Now a massive chunk of that SPD chip is being written as ZERO; meaning it's largely unused space. Why not do something with that extra space and utilize it for our new products to offer you guys better options and alternatives ?

Since most memory is configured at JEDEC specifications, the standard timings are not exactly enthusiast presets. Most of us know, we can do a heck of a lot more with memory timings and frequencies than the rather safe JEDEC SPD settings your BIOS uses by default.

Once you overclock the system bus, your memory clock will run faster in MHz also. A higher FSB usually means that we'll need slower timings and/or different voltages, that kind of information could be stored into the SPD in several profiles.

So basically, additional non-JEDEC specified timings related towards a certain clock frequency or related to multipliers/dividers/voltages/drive strengths will be stored on that unused SPD space. This way that memory can be setup in a different way with the click of a button, or even better: Detected by your nForce 780i mainboard and set automatically. Now this is why you see NVIDIA slapped all over the memory, SLI Ready is a feature that can be found on the more expensive Series 6/7 NFORCE products from NVIDIA.

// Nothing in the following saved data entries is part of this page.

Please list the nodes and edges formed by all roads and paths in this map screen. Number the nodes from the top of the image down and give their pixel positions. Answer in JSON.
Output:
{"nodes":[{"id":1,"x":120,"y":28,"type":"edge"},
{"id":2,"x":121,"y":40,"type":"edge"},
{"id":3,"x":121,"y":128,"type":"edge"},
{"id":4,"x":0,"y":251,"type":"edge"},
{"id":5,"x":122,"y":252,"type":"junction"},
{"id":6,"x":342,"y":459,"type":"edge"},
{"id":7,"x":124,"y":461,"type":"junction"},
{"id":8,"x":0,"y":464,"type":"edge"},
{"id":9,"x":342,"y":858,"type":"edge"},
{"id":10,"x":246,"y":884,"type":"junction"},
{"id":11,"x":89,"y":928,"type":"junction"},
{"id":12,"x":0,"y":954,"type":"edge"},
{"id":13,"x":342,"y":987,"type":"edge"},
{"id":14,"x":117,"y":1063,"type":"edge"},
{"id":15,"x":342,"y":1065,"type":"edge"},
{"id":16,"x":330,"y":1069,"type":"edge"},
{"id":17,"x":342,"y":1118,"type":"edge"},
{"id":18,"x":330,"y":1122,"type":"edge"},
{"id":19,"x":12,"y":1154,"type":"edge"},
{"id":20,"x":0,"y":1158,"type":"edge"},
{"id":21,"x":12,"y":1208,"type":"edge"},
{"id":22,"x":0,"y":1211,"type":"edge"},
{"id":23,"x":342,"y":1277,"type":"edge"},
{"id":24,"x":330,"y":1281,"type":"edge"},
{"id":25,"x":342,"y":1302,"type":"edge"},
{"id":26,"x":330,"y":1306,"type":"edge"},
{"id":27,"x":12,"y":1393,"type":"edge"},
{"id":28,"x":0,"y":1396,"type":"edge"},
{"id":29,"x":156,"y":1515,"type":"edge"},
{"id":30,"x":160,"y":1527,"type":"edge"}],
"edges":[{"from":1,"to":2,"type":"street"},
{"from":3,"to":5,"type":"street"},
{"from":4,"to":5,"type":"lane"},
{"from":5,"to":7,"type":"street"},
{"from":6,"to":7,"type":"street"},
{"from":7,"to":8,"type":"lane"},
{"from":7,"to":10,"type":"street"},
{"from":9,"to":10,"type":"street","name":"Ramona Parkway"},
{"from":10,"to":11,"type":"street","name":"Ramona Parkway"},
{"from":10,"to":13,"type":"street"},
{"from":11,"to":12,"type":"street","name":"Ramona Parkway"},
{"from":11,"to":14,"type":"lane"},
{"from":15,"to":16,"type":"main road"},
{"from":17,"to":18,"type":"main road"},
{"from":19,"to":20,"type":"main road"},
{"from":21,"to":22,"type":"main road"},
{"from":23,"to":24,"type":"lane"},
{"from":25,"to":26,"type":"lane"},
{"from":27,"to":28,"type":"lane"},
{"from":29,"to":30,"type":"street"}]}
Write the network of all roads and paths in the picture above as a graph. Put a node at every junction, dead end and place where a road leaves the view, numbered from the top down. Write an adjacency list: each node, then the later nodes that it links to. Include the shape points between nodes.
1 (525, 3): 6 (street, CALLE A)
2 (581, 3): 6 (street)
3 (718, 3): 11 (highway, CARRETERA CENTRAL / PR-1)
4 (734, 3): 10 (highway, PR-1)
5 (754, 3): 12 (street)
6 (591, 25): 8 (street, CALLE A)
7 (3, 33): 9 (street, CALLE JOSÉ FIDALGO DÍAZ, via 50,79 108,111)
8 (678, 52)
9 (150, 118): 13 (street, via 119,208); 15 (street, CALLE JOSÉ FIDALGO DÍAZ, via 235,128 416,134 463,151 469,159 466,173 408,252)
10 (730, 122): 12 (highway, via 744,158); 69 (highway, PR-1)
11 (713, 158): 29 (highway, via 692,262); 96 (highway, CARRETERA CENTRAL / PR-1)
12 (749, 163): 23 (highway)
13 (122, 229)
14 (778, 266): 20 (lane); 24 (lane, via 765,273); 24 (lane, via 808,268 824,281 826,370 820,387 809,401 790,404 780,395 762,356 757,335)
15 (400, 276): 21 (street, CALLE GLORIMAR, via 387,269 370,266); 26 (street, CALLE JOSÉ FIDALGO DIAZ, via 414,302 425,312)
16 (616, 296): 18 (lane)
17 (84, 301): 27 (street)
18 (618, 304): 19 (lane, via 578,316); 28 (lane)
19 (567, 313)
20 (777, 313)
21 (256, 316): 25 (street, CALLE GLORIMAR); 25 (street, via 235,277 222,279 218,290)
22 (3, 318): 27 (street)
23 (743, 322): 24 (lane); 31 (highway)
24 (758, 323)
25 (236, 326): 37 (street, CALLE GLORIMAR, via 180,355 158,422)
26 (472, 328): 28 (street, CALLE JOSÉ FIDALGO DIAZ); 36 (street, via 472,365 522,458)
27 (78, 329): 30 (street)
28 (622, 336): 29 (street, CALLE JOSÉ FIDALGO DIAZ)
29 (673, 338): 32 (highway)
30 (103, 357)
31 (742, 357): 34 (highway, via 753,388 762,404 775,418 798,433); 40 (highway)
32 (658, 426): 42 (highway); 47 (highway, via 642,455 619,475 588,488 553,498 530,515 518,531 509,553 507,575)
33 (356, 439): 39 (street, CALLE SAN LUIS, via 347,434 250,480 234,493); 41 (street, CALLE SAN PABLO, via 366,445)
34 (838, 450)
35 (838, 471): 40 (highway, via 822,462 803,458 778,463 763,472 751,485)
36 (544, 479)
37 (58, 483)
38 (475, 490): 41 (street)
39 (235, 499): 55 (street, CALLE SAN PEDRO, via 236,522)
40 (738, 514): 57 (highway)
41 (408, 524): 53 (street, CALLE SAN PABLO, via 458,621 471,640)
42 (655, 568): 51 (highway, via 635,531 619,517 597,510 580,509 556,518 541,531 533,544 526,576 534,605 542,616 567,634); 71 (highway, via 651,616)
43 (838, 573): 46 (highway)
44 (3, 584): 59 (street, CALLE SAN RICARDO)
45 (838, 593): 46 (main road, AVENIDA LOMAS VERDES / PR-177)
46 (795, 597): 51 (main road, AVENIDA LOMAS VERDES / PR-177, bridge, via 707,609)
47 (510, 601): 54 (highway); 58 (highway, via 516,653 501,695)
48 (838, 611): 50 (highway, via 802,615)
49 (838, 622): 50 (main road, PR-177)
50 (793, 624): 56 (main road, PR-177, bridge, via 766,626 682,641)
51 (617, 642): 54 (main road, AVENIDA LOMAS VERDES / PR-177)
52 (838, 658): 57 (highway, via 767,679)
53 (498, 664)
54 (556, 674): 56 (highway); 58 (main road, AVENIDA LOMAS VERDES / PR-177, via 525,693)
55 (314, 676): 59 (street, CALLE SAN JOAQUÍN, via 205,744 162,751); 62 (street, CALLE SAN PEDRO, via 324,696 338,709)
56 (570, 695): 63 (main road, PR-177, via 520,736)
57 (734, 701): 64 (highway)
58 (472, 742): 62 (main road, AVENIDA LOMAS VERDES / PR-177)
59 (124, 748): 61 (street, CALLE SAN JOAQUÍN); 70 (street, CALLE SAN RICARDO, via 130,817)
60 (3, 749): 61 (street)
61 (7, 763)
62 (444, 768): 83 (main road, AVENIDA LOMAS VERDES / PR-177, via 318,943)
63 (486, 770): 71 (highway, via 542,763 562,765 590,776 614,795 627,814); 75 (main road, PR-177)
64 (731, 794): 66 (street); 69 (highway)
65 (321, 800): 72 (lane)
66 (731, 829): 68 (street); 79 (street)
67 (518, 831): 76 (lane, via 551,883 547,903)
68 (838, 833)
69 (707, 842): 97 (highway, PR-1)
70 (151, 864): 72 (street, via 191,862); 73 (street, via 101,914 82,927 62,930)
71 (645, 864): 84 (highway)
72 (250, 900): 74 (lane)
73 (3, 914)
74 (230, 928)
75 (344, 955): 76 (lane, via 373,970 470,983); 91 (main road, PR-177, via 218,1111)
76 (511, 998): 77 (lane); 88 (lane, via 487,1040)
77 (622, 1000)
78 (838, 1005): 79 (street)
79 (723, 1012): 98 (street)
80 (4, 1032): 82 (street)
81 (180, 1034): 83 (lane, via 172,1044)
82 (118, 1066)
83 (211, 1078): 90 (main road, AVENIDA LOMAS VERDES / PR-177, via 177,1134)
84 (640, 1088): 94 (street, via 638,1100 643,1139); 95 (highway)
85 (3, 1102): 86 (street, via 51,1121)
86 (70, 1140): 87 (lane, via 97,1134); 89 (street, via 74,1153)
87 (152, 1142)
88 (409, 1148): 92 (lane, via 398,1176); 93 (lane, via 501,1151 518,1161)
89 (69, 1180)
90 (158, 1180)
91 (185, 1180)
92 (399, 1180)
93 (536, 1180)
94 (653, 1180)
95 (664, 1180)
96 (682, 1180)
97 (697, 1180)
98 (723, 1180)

So in short: go into the BIOS, and you can tweak memory really easy. It's a reasonably fool proof method of getting the best out of your DDR2 memory with an NFORCE series 680/780 mainboard. Obviously you can manage memory timings and everything related to it manually as well. This is just an extra feature. Look out in the stores for memory with a "SLI Ready" logo and I honestly think this is a great feature.

OCZ Technology SLI-Ready Edition 4GB PC2-6400 DDR2 DIMM Dual Channel Kit

 

RAID Storage
nForce 780i offer you six native SATA 3Gb/s drives. Why is that number six important you ask ? Well, this mainboard is RAID compatible (0,1, 0+1, 5). As  you can see you can make a dual RAID 5 solution as RAID 5 requires a minimum of three drives. Obviously it is recommended that all drives on the system should be of the same size.

RAID 5 is the version most often recommended as it takes a number of disks, stripes them together, and puts a parity section on each disk. Therefore if one drive went down, the information is still stored on another disk using parity. Next to that Performance is very close to RAID 0 / Striping]

Also I should mention the MediaShield UI, the RAID unit/SATA connections are hot swappable, meaning you can pull out or insert the plug when the system is powered on. The minute a driver fails or will get unplugged the NVIDIA MediaShield sentinel will pop up and show you what drive/connection has gone bad.

The image shows the hard drive connector ports and provides a visual indication of the location and status of the drives as follows:

  • Red rectanglered denotes a failed drive.
  • Green rectanglegreen denotes a healthy hard drive.
  • Yellow rectangleyellow denotes a member of a failed RAID array, but is not the cause of the failure.
  • No color rectangleunconnected ports have no visual indication.

And now then there is the power of RAID 5... if one of the drives fails, the system can continue to run by just writing to one drive. Since you have hot swappable drives, you could pull out the bad drive, plug in a new one and the system is back to its normal state. So you have the media shield alerting you what drive is broken, without disabling the system you swap the driver and bam, it's rebuilding the storage array. Effectively you can now setup two RAID 5 units, or just 0, 1, 0+1.